TASK REQUIREMENTS: Look for the string "nodes" in the listing below, then copy every line that has it.

☆ ☆ ☆ ☆ ☆ ☆ ☆

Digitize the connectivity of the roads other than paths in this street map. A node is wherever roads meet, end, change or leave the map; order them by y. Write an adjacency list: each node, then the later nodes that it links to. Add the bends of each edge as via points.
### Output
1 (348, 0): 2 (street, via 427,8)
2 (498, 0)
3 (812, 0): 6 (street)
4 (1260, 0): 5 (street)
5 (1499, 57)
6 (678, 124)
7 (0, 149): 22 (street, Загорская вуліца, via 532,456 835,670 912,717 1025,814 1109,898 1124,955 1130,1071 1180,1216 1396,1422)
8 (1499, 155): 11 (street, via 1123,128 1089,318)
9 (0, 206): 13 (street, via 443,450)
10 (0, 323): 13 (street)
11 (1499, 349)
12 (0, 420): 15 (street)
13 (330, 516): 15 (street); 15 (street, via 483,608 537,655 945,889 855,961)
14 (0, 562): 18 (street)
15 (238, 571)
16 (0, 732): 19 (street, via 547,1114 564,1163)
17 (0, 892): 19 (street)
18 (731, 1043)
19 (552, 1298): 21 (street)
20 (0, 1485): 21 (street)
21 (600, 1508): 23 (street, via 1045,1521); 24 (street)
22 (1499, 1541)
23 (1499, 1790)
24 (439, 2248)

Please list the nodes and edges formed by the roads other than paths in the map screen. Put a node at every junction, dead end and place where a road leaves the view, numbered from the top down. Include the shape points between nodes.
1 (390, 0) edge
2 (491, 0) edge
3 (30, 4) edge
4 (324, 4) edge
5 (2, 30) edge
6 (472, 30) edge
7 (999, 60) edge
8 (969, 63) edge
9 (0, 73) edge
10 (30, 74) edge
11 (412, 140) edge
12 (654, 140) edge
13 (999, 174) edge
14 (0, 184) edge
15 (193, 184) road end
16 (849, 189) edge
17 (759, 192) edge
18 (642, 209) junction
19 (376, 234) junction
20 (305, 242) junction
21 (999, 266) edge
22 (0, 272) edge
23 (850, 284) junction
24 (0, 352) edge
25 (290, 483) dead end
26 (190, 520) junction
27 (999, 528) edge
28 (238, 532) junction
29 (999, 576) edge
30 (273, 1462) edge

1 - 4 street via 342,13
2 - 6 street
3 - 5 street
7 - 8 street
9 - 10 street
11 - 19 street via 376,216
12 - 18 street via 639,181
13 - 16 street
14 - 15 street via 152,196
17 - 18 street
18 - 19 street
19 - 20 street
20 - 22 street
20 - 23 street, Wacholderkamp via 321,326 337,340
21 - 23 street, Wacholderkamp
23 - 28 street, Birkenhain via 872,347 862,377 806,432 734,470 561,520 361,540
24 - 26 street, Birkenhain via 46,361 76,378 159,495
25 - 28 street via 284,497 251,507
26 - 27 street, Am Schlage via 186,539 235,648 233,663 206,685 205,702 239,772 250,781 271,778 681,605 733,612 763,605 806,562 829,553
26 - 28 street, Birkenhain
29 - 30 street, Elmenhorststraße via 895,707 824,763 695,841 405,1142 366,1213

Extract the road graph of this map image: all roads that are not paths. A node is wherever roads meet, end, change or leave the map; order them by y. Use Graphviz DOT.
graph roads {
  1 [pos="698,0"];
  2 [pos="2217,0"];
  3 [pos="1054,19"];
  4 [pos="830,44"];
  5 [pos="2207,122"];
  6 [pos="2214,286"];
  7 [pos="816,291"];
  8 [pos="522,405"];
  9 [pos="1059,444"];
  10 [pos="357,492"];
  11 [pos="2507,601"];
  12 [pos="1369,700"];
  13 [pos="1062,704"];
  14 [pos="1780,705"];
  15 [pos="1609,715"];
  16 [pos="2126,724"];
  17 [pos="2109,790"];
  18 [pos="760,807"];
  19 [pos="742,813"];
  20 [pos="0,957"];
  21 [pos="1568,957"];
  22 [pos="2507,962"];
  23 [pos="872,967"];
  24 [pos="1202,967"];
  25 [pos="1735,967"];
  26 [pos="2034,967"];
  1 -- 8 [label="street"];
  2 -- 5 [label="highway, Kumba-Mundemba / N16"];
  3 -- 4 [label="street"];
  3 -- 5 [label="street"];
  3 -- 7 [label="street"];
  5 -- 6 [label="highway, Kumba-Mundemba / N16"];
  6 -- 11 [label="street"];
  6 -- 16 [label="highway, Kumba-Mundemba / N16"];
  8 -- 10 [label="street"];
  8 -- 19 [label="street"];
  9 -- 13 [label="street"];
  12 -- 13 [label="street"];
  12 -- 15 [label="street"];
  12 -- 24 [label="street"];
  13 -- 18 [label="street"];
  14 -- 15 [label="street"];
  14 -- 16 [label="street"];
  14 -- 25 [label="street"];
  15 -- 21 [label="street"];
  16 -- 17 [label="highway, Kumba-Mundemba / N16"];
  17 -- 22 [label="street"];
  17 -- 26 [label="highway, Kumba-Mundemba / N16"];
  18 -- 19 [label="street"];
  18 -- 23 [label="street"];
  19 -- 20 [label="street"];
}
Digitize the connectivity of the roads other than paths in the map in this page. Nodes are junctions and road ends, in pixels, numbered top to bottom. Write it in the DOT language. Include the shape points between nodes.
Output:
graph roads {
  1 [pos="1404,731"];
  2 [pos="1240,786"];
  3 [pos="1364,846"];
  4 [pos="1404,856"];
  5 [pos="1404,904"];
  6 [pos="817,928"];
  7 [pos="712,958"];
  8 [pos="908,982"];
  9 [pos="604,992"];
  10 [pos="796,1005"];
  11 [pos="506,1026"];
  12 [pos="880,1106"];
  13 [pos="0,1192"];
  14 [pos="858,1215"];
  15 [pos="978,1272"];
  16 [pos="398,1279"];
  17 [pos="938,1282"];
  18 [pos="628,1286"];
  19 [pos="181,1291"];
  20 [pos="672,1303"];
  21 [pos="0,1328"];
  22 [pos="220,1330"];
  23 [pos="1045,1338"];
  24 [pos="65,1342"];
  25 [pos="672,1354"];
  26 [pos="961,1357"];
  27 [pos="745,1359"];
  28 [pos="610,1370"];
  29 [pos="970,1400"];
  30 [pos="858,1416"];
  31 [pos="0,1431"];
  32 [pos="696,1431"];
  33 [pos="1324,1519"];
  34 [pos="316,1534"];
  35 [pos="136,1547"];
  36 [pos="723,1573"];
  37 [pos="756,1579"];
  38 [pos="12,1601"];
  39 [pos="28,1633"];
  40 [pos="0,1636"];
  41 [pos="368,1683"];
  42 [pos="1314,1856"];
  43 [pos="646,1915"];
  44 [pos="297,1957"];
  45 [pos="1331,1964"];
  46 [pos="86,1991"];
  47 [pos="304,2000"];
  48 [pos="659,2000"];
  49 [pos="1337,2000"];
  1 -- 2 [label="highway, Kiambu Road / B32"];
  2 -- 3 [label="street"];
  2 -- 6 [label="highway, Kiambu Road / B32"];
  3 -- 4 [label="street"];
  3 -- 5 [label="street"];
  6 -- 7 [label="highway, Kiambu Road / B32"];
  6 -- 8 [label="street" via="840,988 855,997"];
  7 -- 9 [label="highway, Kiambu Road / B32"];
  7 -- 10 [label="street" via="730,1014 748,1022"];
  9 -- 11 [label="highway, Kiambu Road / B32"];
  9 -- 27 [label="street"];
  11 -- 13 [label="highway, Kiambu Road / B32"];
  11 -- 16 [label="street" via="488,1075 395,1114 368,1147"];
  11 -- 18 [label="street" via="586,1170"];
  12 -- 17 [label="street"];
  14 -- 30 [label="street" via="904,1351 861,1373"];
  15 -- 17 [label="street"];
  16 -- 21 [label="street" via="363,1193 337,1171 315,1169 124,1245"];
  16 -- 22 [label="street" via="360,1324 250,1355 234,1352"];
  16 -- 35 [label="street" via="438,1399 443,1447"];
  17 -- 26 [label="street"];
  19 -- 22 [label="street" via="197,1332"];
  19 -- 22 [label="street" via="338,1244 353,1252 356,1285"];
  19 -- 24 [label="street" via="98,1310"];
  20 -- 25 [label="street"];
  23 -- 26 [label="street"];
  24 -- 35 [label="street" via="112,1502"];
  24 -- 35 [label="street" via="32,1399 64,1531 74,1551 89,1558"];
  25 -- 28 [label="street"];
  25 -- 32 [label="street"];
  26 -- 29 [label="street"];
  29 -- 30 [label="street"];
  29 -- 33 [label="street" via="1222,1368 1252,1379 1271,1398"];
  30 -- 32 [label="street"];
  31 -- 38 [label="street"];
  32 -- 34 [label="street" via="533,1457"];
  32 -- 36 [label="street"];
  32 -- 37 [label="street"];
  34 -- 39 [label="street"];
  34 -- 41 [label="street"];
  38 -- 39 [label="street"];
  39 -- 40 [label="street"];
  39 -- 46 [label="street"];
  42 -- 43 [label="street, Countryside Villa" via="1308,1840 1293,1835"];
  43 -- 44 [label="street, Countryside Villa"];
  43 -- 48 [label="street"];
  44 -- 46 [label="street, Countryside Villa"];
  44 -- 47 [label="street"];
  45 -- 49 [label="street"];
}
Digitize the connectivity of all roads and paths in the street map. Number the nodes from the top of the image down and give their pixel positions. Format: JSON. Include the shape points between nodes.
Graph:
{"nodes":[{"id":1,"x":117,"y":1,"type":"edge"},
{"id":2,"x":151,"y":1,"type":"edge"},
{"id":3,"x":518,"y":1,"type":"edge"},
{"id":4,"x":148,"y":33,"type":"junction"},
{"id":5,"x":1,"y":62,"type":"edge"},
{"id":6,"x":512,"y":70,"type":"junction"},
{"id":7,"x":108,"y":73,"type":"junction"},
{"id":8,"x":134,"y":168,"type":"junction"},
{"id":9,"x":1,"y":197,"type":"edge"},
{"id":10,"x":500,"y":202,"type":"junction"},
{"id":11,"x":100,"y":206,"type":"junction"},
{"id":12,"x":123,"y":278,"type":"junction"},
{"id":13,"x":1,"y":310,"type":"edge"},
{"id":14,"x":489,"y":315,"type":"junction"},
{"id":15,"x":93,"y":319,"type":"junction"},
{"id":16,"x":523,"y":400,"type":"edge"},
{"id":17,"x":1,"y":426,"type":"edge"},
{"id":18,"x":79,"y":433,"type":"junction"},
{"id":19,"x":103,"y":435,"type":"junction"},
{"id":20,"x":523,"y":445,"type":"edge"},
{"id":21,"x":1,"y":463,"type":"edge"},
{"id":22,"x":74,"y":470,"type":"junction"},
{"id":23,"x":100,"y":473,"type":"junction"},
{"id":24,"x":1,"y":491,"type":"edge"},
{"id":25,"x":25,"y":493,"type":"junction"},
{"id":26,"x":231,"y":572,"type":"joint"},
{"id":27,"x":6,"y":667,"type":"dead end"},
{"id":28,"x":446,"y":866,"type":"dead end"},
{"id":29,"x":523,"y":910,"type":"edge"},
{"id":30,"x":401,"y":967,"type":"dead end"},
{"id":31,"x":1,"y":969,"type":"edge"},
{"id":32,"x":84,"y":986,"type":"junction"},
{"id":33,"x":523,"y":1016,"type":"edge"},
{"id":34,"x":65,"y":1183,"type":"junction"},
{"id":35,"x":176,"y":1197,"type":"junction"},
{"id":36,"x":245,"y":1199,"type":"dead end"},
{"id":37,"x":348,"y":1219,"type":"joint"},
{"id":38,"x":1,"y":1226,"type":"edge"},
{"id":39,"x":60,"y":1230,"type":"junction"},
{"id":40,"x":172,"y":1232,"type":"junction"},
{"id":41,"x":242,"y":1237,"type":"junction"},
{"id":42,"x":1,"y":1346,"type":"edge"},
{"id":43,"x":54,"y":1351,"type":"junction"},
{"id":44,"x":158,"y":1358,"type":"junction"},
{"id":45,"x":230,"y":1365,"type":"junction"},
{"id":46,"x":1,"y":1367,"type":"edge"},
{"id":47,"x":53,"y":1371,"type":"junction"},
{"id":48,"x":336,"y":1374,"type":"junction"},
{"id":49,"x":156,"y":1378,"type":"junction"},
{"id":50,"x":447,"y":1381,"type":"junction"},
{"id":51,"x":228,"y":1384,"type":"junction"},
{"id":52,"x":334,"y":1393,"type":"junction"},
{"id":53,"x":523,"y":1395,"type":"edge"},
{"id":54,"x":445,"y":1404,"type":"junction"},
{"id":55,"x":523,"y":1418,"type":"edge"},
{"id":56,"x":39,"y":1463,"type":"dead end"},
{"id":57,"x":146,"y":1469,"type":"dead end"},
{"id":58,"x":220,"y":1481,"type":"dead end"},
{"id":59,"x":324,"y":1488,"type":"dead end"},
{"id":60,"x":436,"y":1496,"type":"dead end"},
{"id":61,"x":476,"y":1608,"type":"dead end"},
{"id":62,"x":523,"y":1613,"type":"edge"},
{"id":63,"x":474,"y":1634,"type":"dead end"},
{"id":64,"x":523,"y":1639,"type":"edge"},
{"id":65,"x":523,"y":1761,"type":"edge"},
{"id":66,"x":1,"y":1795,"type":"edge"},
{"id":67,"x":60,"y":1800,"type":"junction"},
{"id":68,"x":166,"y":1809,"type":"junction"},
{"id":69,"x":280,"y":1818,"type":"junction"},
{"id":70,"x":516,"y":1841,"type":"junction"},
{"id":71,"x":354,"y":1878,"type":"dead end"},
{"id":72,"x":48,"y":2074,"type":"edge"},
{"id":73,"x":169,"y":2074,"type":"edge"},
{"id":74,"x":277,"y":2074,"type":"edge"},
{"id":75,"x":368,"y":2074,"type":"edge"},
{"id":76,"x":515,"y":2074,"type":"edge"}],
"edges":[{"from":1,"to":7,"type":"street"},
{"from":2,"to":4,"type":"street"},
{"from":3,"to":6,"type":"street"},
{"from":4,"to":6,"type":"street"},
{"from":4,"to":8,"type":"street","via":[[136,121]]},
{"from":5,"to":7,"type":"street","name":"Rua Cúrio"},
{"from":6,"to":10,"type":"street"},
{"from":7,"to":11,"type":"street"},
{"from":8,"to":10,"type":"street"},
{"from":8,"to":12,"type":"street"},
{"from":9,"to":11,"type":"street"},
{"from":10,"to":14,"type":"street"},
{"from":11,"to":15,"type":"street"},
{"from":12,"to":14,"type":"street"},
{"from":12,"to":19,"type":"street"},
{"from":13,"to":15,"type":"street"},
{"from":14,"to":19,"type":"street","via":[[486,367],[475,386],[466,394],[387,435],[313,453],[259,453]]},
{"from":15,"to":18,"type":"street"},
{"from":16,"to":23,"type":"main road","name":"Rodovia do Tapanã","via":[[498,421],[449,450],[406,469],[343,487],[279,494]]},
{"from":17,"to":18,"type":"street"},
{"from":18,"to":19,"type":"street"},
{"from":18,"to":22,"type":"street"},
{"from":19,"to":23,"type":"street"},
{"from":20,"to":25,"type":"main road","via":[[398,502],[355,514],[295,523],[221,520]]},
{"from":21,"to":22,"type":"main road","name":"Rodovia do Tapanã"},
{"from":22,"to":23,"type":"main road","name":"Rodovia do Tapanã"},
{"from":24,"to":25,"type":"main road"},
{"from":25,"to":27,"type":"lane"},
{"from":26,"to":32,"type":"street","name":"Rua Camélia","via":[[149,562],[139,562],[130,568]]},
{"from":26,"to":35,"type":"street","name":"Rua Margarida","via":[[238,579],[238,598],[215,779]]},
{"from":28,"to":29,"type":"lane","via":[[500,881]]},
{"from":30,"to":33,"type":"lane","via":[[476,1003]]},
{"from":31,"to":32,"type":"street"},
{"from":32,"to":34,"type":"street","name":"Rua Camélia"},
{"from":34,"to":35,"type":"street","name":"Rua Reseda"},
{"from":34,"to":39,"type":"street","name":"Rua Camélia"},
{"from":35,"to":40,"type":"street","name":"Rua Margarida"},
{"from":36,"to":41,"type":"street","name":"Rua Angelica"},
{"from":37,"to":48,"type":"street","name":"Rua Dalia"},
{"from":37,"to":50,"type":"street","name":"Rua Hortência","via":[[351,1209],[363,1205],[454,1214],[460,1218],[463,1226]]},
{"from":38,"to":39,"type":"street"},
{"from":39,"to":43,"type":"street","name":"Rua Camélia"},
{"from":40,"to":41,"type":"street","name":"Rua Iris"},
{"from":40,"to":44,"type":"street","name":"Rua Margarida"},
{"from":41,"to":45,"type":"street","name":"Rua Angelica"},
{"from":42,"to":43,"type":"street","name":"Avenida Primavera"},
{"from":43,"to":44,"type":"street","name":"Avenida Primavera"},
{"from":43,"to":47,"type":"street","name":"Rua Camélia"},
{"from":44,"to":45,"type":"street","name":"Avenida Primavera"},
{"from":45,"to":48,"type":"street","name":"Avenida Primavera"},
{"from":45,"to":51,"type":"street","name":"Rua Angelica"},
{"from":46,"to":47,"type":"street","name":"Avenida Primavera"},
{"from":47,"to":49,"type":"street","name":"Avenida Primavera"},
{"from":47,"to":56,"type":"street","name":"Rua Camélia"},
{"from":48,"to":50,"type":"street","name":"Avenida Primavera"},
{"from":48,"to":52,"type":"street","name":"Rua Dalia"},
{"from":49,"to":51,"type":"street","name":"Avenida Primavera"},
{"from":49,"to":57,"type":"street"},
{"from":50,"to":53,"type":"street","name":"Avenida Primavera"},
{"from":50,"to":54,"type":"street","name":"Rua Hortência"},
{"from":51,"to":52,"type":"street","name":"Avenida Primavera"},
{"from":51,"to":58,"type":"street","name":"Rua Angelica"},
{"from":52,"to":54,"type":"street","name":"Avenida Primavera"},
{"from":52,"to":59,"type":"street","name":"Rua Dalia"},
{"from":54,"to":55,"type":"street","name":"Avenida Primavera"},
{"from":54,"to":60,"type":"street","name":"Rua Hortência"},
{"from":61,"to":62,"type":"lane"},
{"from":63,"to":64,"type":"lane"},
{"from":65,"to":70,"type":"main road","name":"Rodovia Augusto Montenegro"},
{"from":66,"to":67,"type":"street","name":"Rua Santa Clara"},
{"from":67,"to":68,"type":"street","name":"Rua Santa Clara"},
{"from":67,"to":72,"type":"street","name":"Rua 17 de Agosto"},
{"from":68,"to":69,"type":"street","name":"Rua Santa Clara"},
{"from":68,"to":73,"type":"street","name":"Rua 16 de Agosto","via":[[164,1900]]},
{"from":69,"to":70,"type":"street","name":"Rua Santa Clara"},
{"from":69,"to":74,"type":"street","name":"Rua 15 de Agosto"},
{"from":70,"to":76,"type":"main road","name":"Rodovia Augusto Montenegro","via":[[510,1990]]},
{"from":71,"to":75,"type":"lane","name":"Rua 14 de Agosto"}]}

☆ ☆ ☆ ☆ ☆ ☆ ☆

EXERCISE ANSWER:
Digitize the connectivity of the roads other than paths in this street map. A node is wherever roads meet, end, change or leave the map; order them by y. Write an adjacency list: each node, then the later nodes that it links to. Add the bends of each edge as via points.
Please list the nodes and edges formed by the roads other than paths in the map screen. Put a node at every junction, dead end and place where a road leaves the view, numbered from the top down. Include the shape points between nodes.
Digitize the connectivity of the roads other than paths in the map in this page. Nodes are junctions and road ends, in pixels, numbered top to bottom. Write it in the DOT language. Include the shape points between nodes.
Digitize the connectivity of all roads and paths in the street map. Number the nodes from the top of the image down and give their pixel positions. Format: JSON. Include the shape points between nodes.
{"nodes":[{"id":1,"x":117,"y":1,"type":"edge"},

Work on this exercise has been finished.